### The task
Output what the records say, word for word, with no images.

### Data

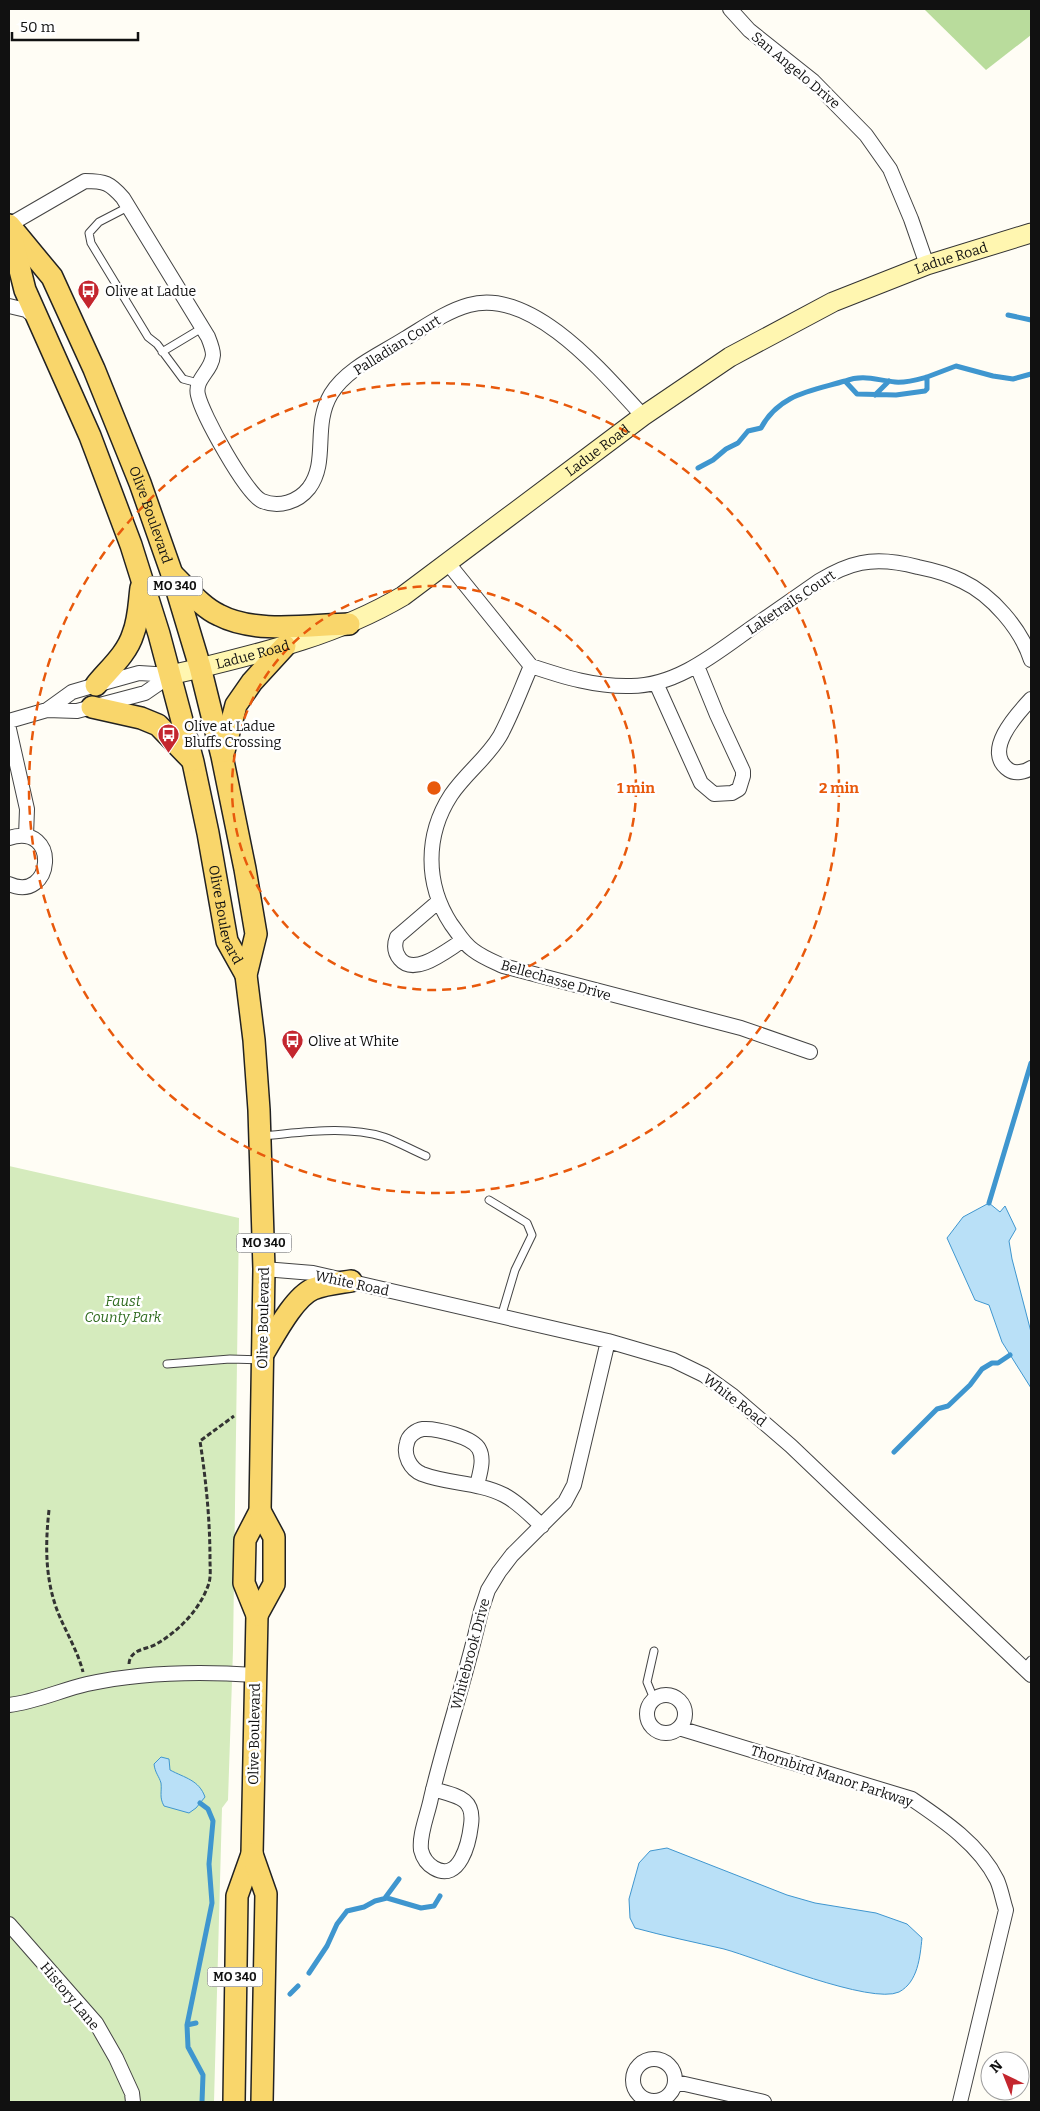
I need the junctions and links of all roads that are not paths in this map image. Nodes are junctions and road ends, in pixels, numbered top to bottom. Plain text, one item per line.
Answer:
1 (730, 9) edge
2 (128, 207) junction
3 (9, 225) edge
4 (1031, 233) edge
5 (927, 265) junction
6 (9, 306) edge
7 (40, 321) junction
8 (202, 328) junction
9 (162, 352) junction
10 (198, 382) junction
11 (643, 416) junction
12 (447, 562) junction
13 (172, 574) junction
14 (142, 580) junction
15 (349, 624) junction
16 (285, 646) junction
17 (1031, 660) edge
18 (531, 666) junction
19 (697, 666) junction
20 (200, 667) junction
21 (171, 675) junction
22 (656, 683) junction
23 (96, 685) junction
24 (1031, 699) edge
25 (92, 707) junction
26 (47, 710) junction
27 (9, 721) edge
28 (9, 729) edge
29 (222, 756) junction
30 (193, 762) junction
31 (1031, 768) edge
32 (26, 836) junction
33 (9, 838) edge
34 (9, 884) edge
35 (439, 901) junction
36 (462, 941) junction
37 (246, 975) junction
38 (810, 1052) dead end
39 (261, 1136) junction
40 (426, 1156) dead end
41 (489, 1200) dead end
42 (264, 1269) junction
43 (351, 1282) junction
44 (501, 1318) junction
45 (608, 1342) junction
46 (263, 1357) junction
47 (167, 1364) dead end
48 (477, 1486) junction
49 (260, 1511) junction
50 (542, 1526) junction
51 (258, 1615) junction
52 (654, 1652) dead end
53 (1029, 1668) edge
54 (255, 1675) junction
55 (654, 1699) junction
56 (9, 1705) edge
57 (679, 1728) junction
58 (434, 1789) junction
59 (252, 1854) junction
60 (9, 1924) edge
61 (676, 2082) dead end
62 (134, 2102) edge
63 (234, 2102) edge
64 (262, 2102) edge
65 (764, 2102) edge
66 (960, 2102) edge

1 - 5 street, San Angelo Drive
2 - 3 street
2 - 8 street
2 - 9 lane
3 - 7 main road, Olive Boulevard / MO 340
3 - 13 main road, Olive Boulevard / MO 340
4 - 5 main road, Ladue Road
5 - 11 main road, Ladue Road
6 - 7 street
7 - 14 main road, Olive Boulevard / MO 340
8 - 9 lane
8 - 10 street
9 - 10 lane
10 - 11 street, Palladian Court
11 - 12 main road, Ladue Road
12 - 15 main road, Ladue Road
12 - 18 street
13 - 15 main road
13 - 20 main road, Olive Boulevard / MO 340
14 - 21 main road, Olive Boulevard / MO 340
14 - 23 main road
15 - 16 main road, Ladue Road
16 - 20 main road, Ladue Road
16 - 29 main road
17 - 19 street, Laketrails Court
18 - 22 street, Laketrails Court
18 - 35 street, Bellechasse Drive
19 - 22 street, Laketrails Court
19 - 22 street
20 - 21 main road, Ladue Road
20 - 29 main road, Olive Boulevard / MO 340
21 - 23 street
21 - 25 street
21 - 30 main road, Olive Boulevard / MO 340
23 - 26 street
24 - 31 street
25 - 26 street
25 - 30 main road
26 - 27 street
28 - 32 street
29 - 37 main road, Olive Boulevard / MO 340
30 - 37 main road, Olive Boulevard / MO 340
32 - 33 street
32 - 34 street
35 - 36 street, Bellechasse Drive
35 - 36 street
36 - 38 street, Bellechasse Drive
37 - 39 main road, Olive Boulevard / MO 340
39 - 40 lane
39 - 42 main road, Olive Boulevard / MO 340
41 - 44 lane
42 - 43 street, White Road
42 - 46 main road, Olive Boulevard / MO 340
43 - 44 street, White Road
43 - 46 main road
44 - 45 street, White Road
45 - 50 street, Whitebrook Drive
45 - 53 street, White Road
46 - 47 lane
46 - 49 main road, Olive Boulevard / MO 340
48 - 48 street
48 - 50 street
49 - 51 main road, Olive Boulevard / MO 340
49 - 51 main road, Olive Boulevard / MO 340
50 - 58 street, Whitebrook Drive
51 - 54 main road, Olive Boulevard / MO 340
52 - 55 lane
54 - 56 street
54 - 59 main road, Olive Boulevard / MO 340
55 - 57 street
55 - 57 street, Thornbird Manor Parkway
57 - 66 street, Thornbird Manor Parkway
58 - 58 street, Whitebrook Drive
59 - 63 main road, Olive Boulevard / MO 340
59 - 64 main road, Olive Boulevard / MO 340
60 - 62 street, History Lane
61 - 65 street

### Result
I need the junctions and links of all roads that are not paths in this map image. Nodes are junctions and road ends, in pixels, numbered top to bottom. Plain text, one item per line.
Answer:
1 (730, 9) edge
2 (128, 207) junction
3 (9, 225) edge
4 (1031, 233) edge
5 (927, 265) junction
6 (9, 306) edge
7 (40, 321) junction
8 (202, 328) junction
9 (162, 352) junction
10 (198, 382) junction
11 (643, 416) junction
12 (447, 562) junction
13 (172, 574) junction
14 (142, 580) junction
15 (349, 624) junction
16 (285, 646) junction
17 (1031, 660) edge
18 (531, 666) junction
19 (697, 666) junction
20 (200, 667) junction
21 (171, 675) junction
22 (656, 683) junction
23 (96, 685) junction
24 (1031, 699) edge
25 (92, 707) junction
26 (47, 710) junction
27 (9, 721) edge
28 (9, 729) edge
29 (222, 756) junction
30 (193, 762) junction
31 (1031, 768) edge
32 (26, 836) junction
33 (9, 838) edge
34 (9, 884) edge
35 (439, 901) junction
36 (462, 941) junction
37 (246, 975) junction
38 (810, 1052) dead end
39 (261, 1136) junction
40 (426, 1156) dead end
41 (489, 1200) dead end
42 (264, 1269) junction
43 (351, 1282) junction
44 (501, 1318) junction
45 (608, 1342) junction
46 (263, 1357) junction
47 (167, 1364) dead end
48 (477, 1486) junction
49 (260, 1511) junction
50 (542, 1526) junction
51 (258, 1615) junction
52 (654, 1652) dead end
53 (1029, 1668) edge
54 (255, 1675) junction
55 (654, 1699) junction
56 (9, 1705) edge
57 (679, 1728) junction
58 (434, 1789) junction
59 (252, 1854) junction
60 (9, 1924) edge
61 (676, 2082) dead end
62 (134, 2102) edge
63 (234, 2102) edge
64 (262, 2102) edge
65 (764, 2102) edge
66 (960, 2102) edge

1 - 5 street, San Angelo Drive
2 - 3 street
2 - 8 street
2 - 9 lane
3 - 7 main road, Olive Boulevard / MO 340
3 - 13 main road, Olive Boulevard / MO 340
4 - 5 main road, Ladue Road
5 - 11 main road, Ladue Road
6 - 7 street
7 - 14 main road, Olive Boulevard / MO 340
8 - 9 lane
8 - 10 street
9 - 10 lane
10 - 11 street, Palladian Court
11 - 12 main road, Ladue Road
12 - 15 main road, Ladue Road
12 - 18 street
13 - 15 main road
13 - 20 main road, Olive Boulevard / MO 340
14 - 21 main road, Olive Boulevard / MO 340
14 - 23 main road
15 - 16 main road, Ladue Road
16 - 20 main road, Ladue Road
16 - 29 main road
17 - 19 street, Laketrails Court
18 - 22 street, Laketrails Court
18 - 35 street, Bellechasse Drive
19 - 22 street, Laketrails Court
19 - 22 street
20 - 21 main road, Ladue Road
20 - 29 main road, Olive Boulevard / MO 340
21 - 23 street
21 - 25 street
21 - 30 main road, Olive Boulevard / MO 340
23 - 26 street
24 - 31 street
25 - 26 street
25 - 30 main road
26 - 27 street
28 - 32 street
29 - 37 main road, Olive Boulevard / MO 340
30 - 37 main road, Olive Boulevard / MO 340
32 - 33 street
32 - 34 street
35 - 36 street, Bellechasse Drive
35 - 36 street
36 - 38 street, Bellechasse Drive
37 - 39 main road, Olive Boulevard / MO 340
39 - 40 lane
39 - 42 main road, Olive Boulevard / MO 340
41 - 44 lane
42 - 43 street, White Road
42 - 46 main road, Olive Boulevard / MO 340
43 - 44 street, White Road
43 - 46 main road
44 - 45 street, White Road
45 - 50 street, Whitebrook Drive
45 - 53 street, White Road
46 - 47 lane
46 - 49 main road, Olive Boulevard / MO 340
48 - 48 street
48 - 50 street
49 - 51 main road, Olive Boulevard / MO 340
49 - 51 main road, Olive Boulevard / MO 340
50 - 58 street, Whitebrook Drive
51 - 54 main road, Olive Boulevard / MO 340
52 - 55 lane
54 - 56 street
54 - 59 main road, Olive Boulevard / MO 340
55 - 57 street
55 - 57 street, Thornbird Manor Parkway
57 - 66 street, Thornbird Manor Parkway
58 - 58 street, Whitebrook Drive
59 - 63 main road, Olive Boulevard / MO 340
59 - 64 main road, Olive Boulevard / MO 340
60 - 62 street, History Lane
61 - 65 street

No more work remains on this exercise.